Location: Bioenergy ResearchTitle: Integrated phospholipidomics and transcriptomics analysis of Saccharomyces cerevisiae with enhanced tolerance to a mixture of acetic acid, furfural, and phenol Author
Submitted to: Omics - A Journal Of Integrative Biology
Publication Type: Peer Reviewed Journal
Publication Acceptance Date: 3/26/2012
Publication Date: 4/26/2012
Publication URL: http://handle.nal.usda.gov/10113/62012
Citation: Yang, J., Ding, M., Li, B., Liu, Z., Wang, X., Yuan, Y. 2012. Integrated phospholipidomics and transcriptomics analysis of Saccharomyces cerevisiae with enhanced tolerance to a mixture of acetic acid, furfural, and phenol. Omics: A Journal of Integrative Biology. 16(7-8):374-386. Interpretive Summary: Inhibitory compounds generated by pretreatment of biomass can repress microbial growth and subsequent fermentation. Overcoming the inhibitory effects and development of tolerant ethanol producing yeast strains are necessary to support the sustainable production of biofuels from lignocellulose rich agricultural residues and energy crops. The current research examined how yeasts respond and adapt genetically and physically to stresses imposed by exposure to compounds commonly found in pretreated biomass. This research discovered tolerant yeasts changed their cellular fatty acid compositions which was correlated with changes in expression of genes involved in lipid metabolism. The comparative study also characterized significant difference between the tolerant yeast and its parental strain. Findings of this research provide insight into mechanisms of yeast tolerance to inhibitors that will aid the development of more inhibitor-tolerant strains for lignocellulosic biofuels production.

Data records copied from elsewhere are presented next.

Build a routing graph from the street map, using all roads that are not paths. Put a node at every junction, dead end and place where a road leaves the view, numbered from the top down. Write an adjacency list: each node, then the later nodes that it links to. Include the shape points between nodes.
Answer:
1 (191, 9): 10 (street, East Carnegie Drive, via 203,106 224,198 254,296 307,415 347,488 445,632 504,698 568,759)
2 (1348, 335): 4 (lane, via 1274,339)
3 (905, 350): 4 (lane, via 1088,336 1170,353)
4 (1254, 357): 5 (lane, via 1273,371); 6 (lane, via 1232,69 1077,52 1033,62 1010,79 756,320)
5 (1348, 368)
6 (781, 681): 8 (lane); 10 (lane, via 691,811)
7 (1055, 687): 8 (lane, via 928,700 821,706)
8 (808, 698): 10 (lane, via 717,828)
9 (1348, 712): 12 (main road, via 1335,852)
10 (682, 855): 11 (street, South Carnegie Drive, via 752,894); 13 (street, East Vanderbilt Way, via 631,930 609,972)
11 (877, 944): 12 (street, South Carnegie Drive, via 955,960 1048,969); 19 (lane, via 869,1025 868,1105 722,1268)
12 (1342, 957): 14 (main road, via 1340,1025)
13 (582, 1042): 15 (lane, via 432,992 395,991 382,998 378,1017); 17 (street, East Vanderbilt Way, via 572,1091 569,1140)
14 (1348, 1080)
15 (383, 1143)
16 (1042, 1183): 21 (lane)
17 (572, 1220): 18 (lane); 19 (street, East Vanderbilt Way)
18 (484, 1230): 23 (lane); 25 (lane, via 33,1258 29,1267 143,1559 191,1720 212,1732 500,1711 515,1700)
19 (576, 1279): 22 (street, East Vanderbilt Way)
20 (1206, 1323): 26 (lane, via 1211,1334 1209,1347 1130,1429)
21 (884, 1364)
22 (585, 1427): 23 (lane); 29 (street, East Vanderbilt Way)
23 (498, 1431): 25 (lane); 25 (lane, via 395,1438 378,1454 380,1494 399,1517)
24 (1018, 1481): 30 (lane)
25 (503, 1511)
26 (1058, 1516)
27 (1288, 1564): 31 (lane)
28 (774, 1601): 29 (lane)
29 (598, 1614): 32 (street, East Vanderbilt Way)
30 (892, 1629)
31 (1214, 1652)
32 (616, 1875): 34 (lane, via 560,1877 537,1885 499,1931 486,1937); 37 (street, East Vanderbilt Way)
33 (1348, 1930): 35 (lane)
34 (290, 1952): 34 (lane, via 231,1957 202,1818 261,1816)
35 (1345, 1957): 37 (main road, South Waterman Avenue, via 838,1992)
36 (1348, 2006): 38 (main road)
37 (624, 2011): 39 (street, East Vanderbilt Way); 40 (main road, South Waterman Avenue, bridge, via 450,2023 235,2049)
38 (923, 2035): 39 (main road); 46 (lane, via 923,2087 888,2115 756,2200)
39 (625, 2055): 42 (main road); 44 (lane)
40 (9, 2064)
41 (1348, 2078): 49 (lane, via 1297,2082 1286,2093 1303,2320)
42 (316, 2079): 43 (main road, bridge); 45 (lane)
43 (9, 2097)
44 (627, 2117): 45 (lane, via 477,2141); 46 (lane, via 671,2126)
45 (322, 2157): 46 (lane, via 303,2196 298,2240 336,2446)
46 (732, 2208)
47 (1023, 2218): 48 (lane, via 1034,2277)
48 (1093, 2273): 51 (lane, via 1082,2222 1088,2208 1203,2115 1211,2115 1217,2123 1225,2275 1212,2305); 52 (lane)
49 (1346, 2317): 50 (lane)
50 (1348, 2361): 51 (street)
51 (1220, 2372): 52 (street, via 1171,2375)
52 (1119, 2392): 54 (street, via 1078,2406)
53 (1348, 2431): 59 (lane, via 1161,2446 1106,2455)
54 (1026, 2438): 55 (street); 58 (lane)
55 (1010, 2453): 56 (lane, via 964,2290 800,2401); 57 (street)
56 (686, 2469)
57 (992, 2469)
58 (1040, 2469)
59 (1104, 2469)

Technical Abstract: A mixture of acetic acid, furfural and phenol (AFP), three representative lignocellulose derived inhibitors, significantly inhibited the growth and bioethanol production of Saccharomyces cerevisiae. In order to uncover mechanisms behind the enhanced tolerance of an inhibitor-tolerant S.cerevisiae strain (T), we measured the plasma membrane properties, which significantly influence cellular adaptation to inhibitors, of T strain and its parental strain (P) with/without AFP treatment. We integrated data obtained from multi-statistics-assisted phospholipidomics and parallel transcriptomics by using LC–tandem MS and microarray analysis. With the AFP treatment, the transcriptional changes of fatty acid metabolic genes showed strong correlation with the increase of fatty-acyl-chain length of phosphatidylcholine (PC) and phosphatidylinositol (PI). This suggests a possible compensatory mechanism to cope with the increase of plasma membrane permeability and fluidity in both strains. Moreover, the absence of phosphatidylserine (PS) and phosphatidylethanolamine (PE) species from the most variable phospholipid species group was a discriminative feature of T strain. This resulted from the decrease of CHO1 and increase of CHO2 levels of T strain upon AFP treatment. These novel findings reveal that the coordinated transcription and phospholipid composition changes contribute to the increased robustness of the T strain and highlight potential metabolic engineering targets for mutant(s) with higher tolerance.